▶ Goal of the exercise: Each entry below must be written out exactly, with pictures left out.

▶ Dataset entries:
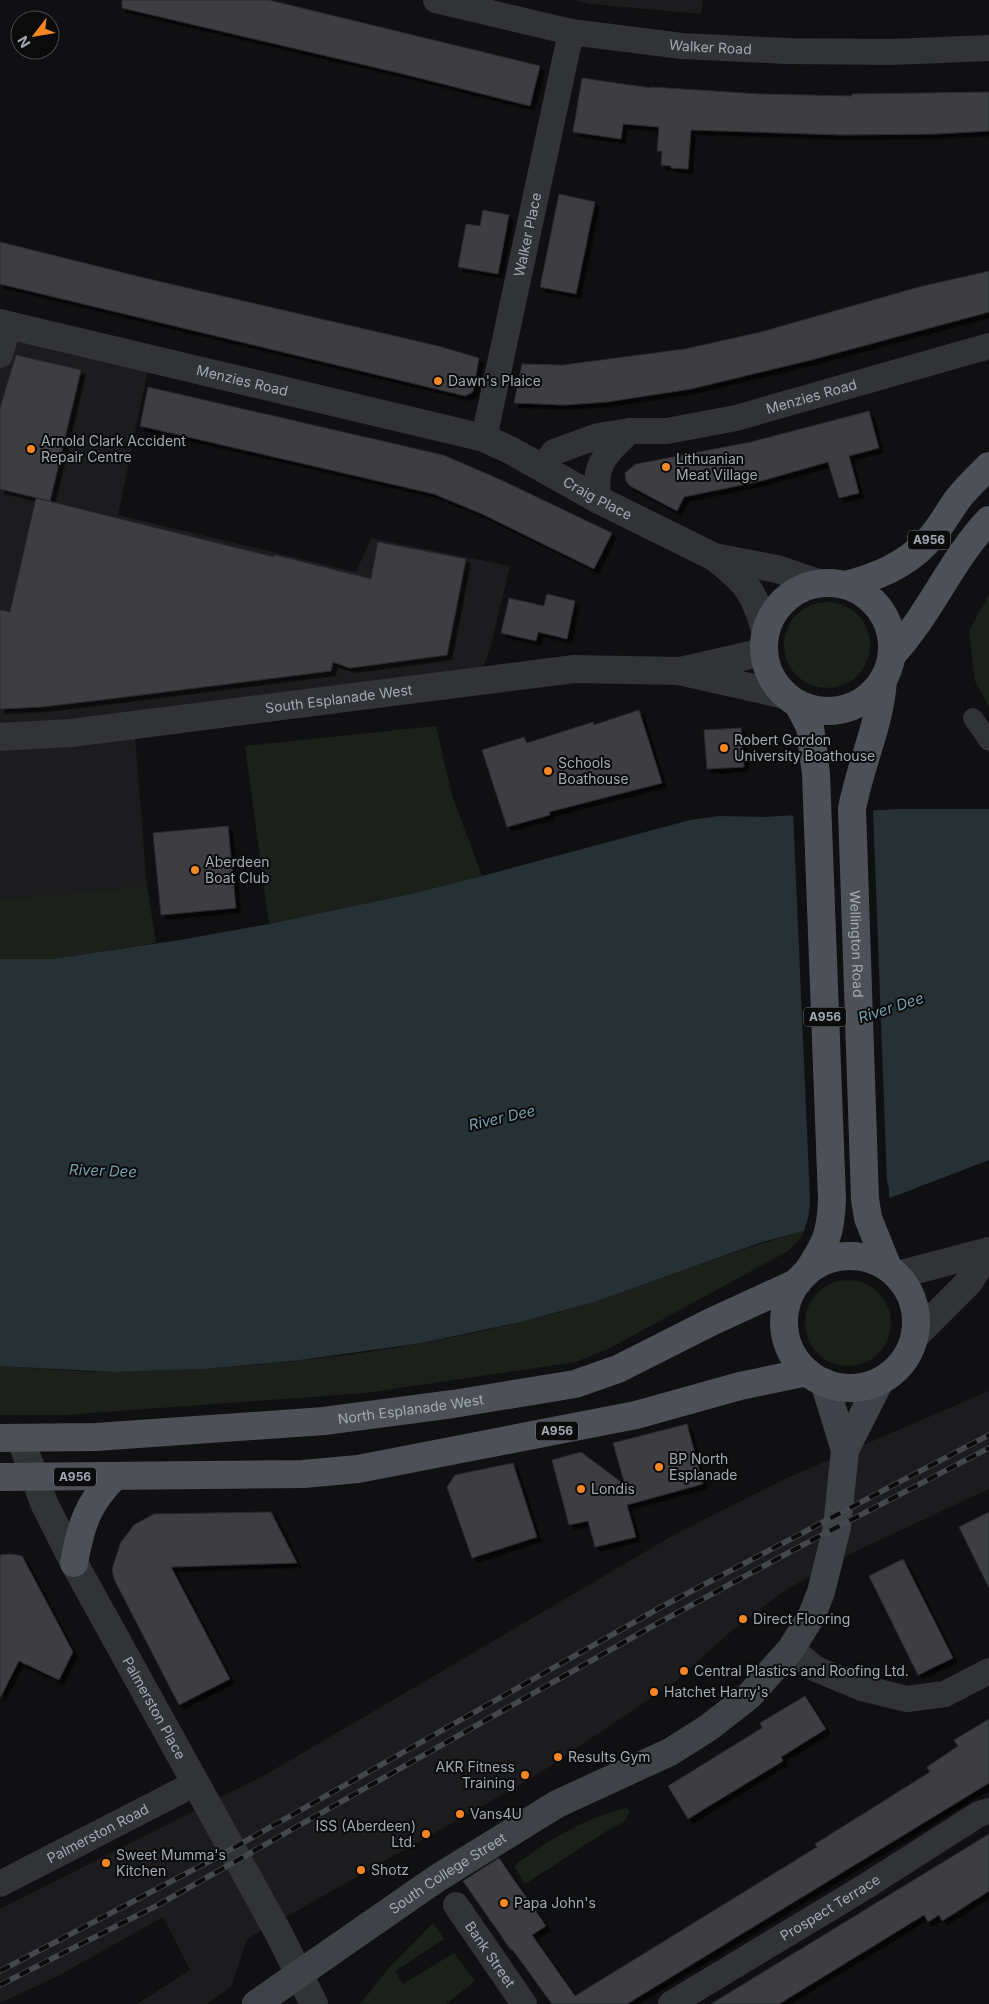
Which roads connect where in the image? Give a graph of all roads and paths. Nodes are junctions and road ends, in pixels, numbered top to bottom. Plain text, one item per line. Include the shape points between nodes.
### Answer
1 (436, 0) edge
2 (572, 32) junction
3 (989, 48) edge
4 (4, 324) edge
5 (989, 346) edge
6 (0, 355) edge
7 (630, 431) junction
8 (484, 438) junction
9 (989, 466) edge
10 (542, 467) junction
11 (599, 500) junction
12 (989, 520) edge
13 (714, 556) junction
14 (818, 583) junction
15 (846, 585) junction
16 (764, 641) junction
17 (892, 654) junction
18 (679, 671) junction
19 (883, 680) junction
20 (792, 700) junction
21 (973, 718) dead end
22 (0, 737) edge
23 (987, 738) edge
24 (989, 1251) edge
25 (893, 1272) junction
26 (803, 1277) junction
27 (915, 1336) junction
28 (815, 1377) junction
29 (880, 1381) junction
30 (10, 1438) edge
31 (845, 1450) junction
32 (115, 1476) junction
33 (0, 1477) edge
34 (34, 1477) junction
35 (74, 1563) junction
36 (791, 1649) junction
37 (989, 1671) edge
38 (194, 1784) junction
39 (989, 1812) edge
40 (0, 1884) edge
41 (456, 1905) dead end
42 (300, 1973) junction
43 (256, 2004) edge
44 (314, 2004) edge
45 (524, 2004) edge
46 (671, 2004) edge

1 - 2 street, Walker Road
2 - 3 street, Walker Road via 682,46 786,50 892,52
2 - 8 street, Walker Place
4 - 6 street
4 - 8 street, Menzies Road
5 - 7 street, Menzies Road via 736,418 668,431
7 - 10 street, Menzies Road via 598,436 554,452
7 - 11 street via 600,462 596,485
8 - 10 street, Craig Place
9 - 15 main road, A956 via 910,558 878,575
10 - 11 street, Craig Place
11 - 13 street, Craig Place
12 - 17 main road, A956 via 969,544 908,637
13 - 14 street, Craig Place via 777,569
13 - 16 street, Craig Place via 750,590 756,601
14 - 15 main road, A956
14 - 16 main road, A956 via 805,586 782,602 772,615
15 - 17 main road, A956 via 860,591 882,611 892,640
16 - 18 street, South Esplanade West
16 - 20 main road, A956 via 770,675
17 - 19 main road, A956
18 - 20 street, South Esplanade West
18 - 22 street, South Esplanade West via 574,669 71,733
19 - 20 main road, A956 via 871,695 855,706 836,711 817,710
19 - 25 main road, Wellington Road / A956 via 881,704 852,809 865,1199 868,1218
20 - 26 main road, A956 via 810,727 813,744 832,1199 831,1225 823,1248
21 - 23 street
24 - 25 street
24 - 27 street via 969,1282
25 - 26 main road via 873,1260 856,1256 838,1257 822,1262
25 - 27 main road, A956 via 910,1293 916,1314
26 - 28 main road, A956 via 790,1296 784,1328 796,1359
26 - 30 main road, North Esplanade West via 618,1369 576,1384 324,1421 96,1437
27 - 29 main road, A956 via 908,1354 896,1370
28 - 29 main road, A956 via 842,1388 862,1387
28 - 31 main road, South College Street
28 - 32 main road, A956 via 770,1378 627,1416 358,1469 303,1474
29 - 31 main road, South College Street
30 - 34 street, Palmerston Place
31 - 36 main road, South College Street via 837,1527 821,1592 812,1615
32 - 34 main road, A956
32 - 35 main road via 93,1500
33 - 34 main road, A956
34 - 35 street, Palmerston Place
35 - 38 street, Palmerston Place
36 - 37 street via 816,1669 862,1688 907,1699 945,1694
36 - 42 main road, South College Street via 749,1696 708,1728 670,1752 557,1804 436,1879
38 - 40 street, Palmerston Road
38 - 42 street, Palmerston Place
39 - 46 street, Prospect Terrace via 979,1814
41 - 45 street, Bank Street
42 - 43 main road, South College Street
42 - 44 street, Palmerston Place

▶ Answer section:
Which roads connect where in the image? Give a graph of all roads and paths. Nodes are junctions and road ends, in pixels, numbered top to bottom. Plain text, one item per line. Include the shape points between nodes.
### Answer
1 (436, 0) edge
2 (572, 32) junction
3 (989, 48) edge
4 (4, 324) edge
5 (989, 346) edge
6 (0, 355) edge
7 (630, 431) junction
8 (484, 438) junction
9 (989, 466) edge
10 (542, 467) junction
11 (599, 500) junction
12 (989, 520) edge
13 (714, 556) junction
14 (818, 583) junction
15 (846, 585) junction
16 (764, 641) junction
17 (892, 654) junction
18 (679, 671) junction
19 (883, 680) junction
20 (792, 700) junction
21 (973, 718) dead end
22 (0, 737) edge
23 (987, 738) edge
24 (989, 1251) edge
25 (893, 1272) junction
26 (803, 1277) junction
27 (915, 1336) junction
28 (815, 1377) junction
29 (880, 1381) junction
30 (10, 1438) edge
31 (845, 1450) junction
32 (115, 1476) junction
33 (0, 1477) edge
34 (34, 1477) junction
35 (74, 1563) junction
36 (791, 1649) junction
37 (989, 1671) edge
38 (194, 1784) junction
39 (989, 1812) edge
40 (0, 1884) edge
41 (456, 1905) dead end
42 (300, 1973) junction
43 (256, 2004) edge
44 (314, 2004) edge
45 (524, 2004) edge
46 (671, 2004) edge

1 - 2 street, Walker Road
2 - 3 street, Walker Road via 682,46 786,50 892,52
2 - 8 street, Walker Place
4 - 6 street
4 - 8 street, Menzies Road
5 - 7 street, Menzies Road via 736,418 668,431
7 - 10 street, Menzies Road via 598,436 554,452
7 - 11 street via 600,462 596,485
8 - 10 street, Craig Place
9 - 15 main road, A956 via 910,558 878,575
10 - 11 street, Craig Place
11 - 13 street, Craig Place
12 - 17 main road, A956 via 969,544 908,637
13 - 14 street, Craig Place via 777,569
13 - 16 street, Craig Place via 750,590 756,601
14 - 15 main road, A956
14 - 16 main road, A956 via 805,586 782,602 772,615
15 - 17 main road, A956 via 860,591 882,611 892,640
16 - 18 street, South Esplanade West
16 - 20 main road, A956 via 770,675
17 - 19 main road, A956
18 - 20 street, South Esplanade West
18 - 22 street, South Esplanade West via 574,669 71,733
19 - 20 main road, A956 via 871,695 855,706 836,711 817,710
19 - 25 main road, Wellington Road / A956 via 881,704 852,809 865,1199 868,1218
20 - 26 main road, A956 via 810,727 813,744 832,1199 831,1225 823,1248
21 - 23 street
24 - 25 street
24 - 27 street via 969,1282
25 - 26 main road via 873,1260 856,1256 838,1257 822,1262
25 - 27 main road, A956 via 910,1293 916,1314
26 - 28 main road, A956 via 790,1296 784,1328 796,1359
26 - 30 main road, North Esplanade West via 618,1369 576,1384 324,1421 96,1437
27 - 29 main road, A956 via 908,1354 896,1370
28 - 29 main road, A956 via 842,1388 862,1387
28 - 31 main road, South College Street
28 - 32 main road, A956 via 770,1378 627,1416 358,1469 303,1474
29 - 31 main road, South College Street
30 - 34 street, Palmerston Place
31 - 36 main road, South College Street via 837,1527 821,1592 812,1615
32 - 34 main road, A956
32 - 35 main road via 93,1500
33 - 34 main road, A956
34 - 35 street, Palmerston Place
35 - 38 street, Palmerston Place
36 - 37 street via 816,1669 862,1688 907,1699 945,1694
36 - 42 main road, South College Street via 749,1696 708,1728 670,1752 557,1804 436,1879
38 - 40 street, Palmerston Road
38 - 42 street, Palmerston Place
39 - 46 street, Prospect Terrace via 979,1814
41 - 45 street, Bank Street
42 - 43 main road, South College Street
42 - 44 street, Palmerston Place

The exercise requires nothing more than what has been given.